| Work required |
Lines from the top of the listing down to the one with "256px,472px 355px,454px 372px,366px", inclusive, are to be copied exactly.

*** Begin section ***

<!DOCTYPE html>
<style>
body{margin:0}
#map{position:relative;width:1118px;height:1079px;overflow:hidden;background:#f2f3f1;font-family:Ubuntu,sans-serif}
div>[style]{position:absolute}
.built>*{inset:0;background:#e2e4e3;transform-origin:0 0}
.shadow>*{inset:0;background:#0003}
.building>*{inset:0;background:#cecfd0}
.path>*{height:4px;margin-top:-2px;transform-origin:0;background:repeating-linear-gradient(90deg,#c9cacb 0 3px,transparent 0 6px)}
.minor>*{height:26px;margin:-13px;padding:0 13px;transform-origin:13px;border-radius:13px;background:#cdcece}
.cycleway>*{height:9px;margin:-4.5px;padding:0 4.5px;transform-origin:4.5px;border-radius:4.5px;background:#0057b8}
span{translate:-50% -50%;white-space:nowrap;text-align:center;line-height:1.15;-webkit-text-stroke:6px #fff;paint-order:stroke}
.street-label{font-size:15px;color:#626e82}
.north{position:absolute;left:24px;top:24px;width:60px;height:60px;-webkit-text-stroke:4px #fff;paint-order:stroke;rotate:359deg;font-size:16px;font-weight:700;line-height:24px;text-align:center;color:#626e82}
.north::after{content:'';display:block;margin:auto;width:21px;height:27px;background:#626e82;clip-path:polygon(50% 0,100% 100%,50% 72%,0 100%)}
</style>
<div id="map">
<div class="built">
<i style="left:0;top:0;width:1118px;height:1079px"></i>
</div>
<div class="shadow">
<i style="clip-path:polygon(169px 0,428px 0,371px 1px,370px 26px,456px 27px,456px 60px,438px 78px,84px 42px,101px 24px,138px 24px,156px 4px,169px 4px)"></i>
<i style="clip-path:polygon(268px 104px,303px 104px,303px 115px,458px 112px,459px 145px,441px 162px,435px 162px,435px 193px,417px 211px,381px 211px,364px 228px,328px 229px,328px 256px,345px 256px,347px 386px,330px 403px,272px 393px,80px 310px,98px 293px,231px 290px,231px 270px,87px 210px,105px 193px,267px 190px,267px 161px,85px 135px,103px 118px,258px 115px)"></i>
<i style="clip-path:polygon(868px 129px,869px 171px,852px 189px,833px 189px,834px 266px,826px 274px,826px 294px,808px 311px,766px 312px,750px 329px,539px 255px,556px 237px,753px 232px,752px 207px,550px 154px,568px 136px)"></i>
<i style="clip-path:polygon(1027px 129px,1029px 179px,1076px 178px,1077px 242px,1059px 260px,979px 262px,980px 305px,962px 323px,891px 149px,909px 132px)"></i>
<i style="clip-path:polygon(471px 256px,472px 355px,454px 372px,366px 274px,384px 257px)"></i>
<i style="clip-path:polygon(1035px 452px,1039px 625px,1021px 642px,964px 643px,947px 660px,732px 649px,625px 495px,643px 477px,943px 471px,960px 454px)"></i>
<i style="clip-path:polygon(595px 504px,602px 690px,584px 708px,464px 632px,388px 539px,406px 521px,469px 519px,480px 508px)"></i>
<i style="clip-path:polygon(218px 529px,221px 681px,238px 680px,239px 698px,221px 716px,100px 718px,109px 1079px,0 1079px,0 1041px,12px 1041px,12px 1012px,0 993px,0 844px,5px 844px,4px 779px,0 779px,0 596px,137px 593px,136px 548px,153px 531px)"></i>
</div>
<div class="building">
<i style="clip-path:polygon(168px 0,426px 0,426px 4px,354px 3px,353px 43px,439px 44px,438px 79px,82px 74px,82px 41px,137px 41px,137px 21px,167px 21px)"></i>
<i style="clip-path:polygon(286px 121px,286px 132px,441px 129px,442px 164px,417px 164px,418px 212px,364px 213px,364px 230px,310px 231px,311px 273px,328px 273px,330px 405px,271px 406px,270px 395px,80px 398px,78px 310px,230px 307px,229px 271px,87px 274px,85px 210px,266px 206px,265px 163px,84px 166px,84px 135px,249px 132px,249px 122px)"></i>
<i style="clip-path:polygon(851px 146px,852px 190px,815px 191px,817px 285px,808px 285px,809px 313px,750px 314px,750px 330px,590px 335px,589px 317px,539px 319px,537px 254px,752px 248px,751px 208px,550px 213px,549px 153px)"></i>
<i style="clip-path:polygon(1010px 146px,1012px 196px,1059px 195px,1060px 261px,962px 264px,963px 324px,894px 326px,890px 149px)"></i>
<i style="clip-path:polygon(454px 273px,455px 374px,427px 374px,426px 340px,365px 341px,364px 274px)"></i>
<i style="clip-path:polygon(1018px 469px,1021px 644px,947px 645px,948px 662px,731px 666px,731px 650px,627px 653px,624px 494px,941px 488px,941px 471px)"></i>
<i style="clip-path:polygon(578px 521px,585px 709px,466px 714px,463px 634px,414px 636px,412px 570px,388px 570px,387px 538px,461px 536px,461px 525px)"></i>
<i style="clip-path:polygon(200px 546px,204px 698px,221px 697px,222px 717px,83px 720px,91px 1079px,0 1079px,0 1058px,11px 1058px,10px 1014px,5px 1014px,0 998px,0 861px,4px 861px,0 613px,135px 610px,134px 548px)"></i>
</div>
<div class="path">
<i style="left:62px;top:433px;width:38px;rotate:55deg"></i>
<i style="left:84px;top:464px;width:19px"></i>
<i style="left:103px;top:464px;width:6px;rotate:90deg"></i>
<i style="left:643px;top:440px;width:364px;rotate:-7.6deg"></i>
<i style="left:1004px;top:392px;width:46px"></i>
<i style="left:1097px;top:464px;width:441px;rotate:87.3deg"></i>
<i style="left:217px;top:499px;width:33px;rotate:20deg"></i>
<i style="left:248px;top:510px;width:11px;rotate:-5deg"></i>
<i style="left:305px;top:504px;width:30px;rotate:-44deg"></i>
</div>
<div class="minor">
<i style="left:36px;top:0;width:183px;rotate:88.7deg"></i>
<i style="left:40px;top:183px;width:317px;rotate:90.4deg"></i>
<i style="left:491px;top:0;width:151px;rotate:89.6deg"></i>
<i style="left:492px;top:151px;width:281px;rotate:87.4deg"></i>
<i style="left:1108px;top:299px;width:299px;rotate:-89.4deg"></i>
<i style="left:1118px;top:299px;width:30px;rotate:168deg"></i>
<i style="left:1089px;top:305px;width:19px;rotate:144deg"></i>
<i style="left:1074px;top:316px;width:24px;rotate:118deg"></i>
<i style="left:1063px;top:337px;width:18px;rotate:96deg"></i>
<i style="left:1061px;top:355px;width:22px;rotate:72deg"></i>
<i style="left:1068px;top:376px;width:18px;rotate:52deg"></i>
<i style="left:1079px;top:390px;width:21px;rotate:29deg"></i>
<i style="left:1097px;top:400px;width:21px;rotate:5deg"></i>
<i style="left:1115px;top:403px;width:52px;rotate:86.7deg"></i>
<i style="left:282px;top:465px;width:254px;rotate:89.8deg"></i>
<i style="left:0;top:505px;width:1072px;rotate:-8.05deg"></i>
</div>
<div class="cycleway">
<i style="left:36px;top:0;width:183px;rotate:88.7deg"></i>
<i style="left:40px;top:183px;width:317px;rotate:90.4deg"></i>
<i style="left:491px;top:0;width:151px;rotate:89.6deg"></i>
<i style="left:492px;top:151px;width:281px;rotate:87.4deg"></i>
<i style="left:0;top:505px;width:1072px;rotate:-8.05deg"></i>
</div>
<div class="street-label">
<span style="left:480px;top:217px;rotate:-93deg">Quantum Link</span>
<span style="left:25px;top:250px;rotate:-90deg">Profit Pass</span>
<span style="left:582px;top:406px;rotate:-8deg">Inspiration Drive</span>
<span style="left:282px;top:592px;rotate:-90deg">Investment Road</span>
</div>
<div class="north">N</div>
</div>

*** End section ***

| Task result |
<!DOCTYPE html>
<style>
body{margin:0}
#map{position:relative;width:1118px;height:1079px;overflow:hidden;background:#f2f3f1;font-family:Ubuntu,sans-serif}
div>[style]{position:absolute}
.built>*{inset:0;background:#e2e4e3;transform-origin:0 0}
.shadow>*{inset:0;background:#0003}
.building>*{inset:0;background:#cecfd0}
.path>*{height:4px;margin-top:-2px;transform-origin:0;background:repeating-linear-gradient(90deg,#c9cacb 0 3px,transparent 0 6px)}
.minor>*{height:26px;margin:-13px;padding:0 13px;transform-origin:13px;border-radius:13px;background:#cdcece}
.cycleway>*{height:9px;margin:-4.5px;padding:0 4.5px;transform-origin:4.5px;border-radius:4.5px;background:#0057b8}
span{translate:-50% -50%;white-space:nowrap;text-align:center;line-height:1.15;-webkit-text-stroke:6px #fff;paint-order:stroke}
.street-label{font-size:15px;color:#626e82}
.north{position:absolute;left:24px;top:24px;width:60px;height:60px;-webkit-text-stroke:4px #fff;paint-order:stroke;rotate:359deg;font-size:16px;font-weight:700;line-height:24px;text-align:center;color:#626e82}
.north::after{content:'';display:block;margin:auto;width:21px;height:27px;background:#626e82;clip-path:polygon(50% 0,100% 100%,50% 72%,0 100%)}
</style>
<div id="map">
<div class="built">
<i style="left:0;top:0;width:1118px;height:1079px"></i>
</div>
<div class="shadow">
<i style="clip-path:polygon(169px 0,428px 0,371px 1px,370px 26px,456px 27px,456px 60px,438px 78px,84px 42px,101px 24px,138px 24px,156px 4px,169px 4px)"></i>
<i style="clip-path:polygon(268px 104px,303px 104px,303px 115px,458px 112px,459px 145px,441px 162px,435px 162px,435px 193px,417px 211px,381px 211px,364px 228px,328px 229px,328px 256px,345px 256px,347px 386px,330px 403px,272px 393px,80px 310px,98px 293px,231px 290px,231px 270px,87px 210px,105px 193px,267px 190px,267px 161px,85px 135px,103px 118px,258px 115px)"></i>
<i style="clip-path:polygon(868px 129px,869px 171px,852px 189px,833px 189px,834px 266px,826px 274px,826px 294px,808px 311px,766px 312px,750px 329px,539px 255px,556px 237px,753px 232px,752px 207px,550px 154px,568px 136px)"></i>
<i style="clip-path:polygon(1027px 129px,1029px 179px,1076px 178px,1077px 242px,1059px 260px,979px 262px,980px 305px,962px 323px,891px 149px,909px 132px)"></i>
<i style="clip-path:polygon(471px 256px,472px 355px,454px 372px,366px 274px,384px 257px)"></i>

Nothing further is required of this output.